The discovery of coal in the Ereğli (Heraclea) region (known today as the Zonguldak basin) dates back to the reign of Sultan Mahmud II, and its extraction to Sultan Abdulmejid I's reign.

The first specimen of Turkish coal was brought from Ereğli to Istanbul in 1822, but nothing was done for exploration and exploitation of this coal. However, in 1829, another specimen of coal was brought to Istanbul by Uzun (Long) Mehmet, a sailor and native of the village of Kestaneci, near Ereğli. This time attention was given to the discovery and the sailor received a reward of a life pension, but before he could benefit from this reward he was murdered.

The first miners requested and delivered from the Austrian Government are the Austrian Croats known to have been employed in the Ereğli Coal Mines.
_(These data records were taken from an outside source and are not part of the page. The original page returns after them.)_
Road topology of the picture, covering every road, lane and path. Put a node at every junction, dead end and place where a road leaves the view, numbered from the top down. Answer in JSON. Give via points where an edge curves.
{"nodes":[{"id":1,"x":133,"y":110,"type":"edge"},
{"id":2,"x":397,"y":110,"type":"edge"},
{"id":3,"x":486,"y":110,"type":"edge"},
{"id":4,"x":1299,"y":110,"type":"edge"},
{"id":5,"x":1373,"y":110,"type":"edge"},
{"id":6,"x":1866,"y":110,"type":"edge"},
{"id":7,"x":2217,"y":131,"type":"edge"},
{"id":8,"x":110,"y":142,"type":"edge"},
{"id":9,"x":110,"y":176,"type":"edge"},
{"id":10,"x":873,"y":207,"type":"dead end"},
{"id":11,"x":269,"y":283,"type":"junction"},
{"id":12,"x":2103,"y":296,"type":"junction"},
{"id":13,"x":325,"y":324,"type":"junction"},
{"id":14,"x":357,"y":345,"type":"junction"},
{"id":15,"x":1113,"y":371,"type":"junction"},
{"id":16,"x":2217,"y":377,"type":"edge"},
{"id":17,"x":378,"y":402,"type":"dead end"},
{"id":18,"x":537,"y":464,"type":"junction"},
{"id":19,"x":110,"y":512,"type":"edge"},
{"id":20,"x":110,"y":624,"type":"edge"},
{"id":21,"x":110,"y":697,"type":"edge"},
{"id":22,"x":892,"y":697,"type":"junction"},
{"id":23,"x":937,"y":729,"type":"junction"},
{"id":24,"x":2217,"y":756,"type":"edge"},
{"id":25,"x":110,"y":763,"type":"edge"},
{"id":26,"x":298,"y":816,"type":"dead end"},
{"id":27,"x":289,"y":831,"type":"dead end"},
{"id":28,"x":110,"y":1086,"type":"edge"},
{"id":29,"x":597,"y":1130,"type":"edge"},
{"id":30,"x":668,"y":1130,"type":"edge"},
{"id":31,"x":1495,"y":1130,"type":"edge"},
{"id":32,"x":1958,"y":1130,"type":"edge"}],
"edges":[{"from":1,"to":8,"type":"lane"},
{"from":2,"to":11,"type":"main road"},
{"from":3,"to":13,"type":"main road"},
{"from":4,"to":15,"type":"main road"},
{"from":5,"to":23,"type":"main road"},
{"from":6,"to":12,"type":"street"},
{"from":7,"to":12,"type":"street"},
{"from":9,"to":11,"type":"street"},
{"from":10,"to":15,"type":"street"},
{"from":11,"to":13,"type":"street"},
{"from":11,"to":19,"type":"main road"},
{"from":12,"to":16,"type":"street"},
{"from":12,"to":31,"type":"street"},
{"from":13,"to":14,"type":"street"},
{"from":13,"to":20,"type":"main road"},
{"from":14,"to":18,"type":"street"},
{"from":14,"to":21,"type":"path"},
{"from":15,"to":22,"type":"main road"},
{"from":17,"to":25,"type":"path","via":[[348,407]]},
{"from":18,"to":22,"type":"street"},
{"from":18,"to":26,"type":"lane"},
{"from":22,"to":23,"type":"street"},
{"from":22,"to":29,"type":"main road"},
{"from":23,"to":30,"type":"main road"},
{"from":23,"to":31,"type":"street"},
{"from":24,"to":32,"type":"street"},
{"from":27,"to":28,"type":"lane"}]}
The correspondence between Istanbul and the embassy in Vienna shows that coal production in the Ereğli Basin predates the March 1837 request by 18 months and that production started around September 1835.

An investigation of Hazine-i Hassa (Ottoman Imperial Treasury Department) records in the Ottoman archives shows that regular mining activities in the Ereğli Basin started in February 1841. This is confirmed by a newspaper article published in the 14 February 1841 issue of Ceride-i Havadis.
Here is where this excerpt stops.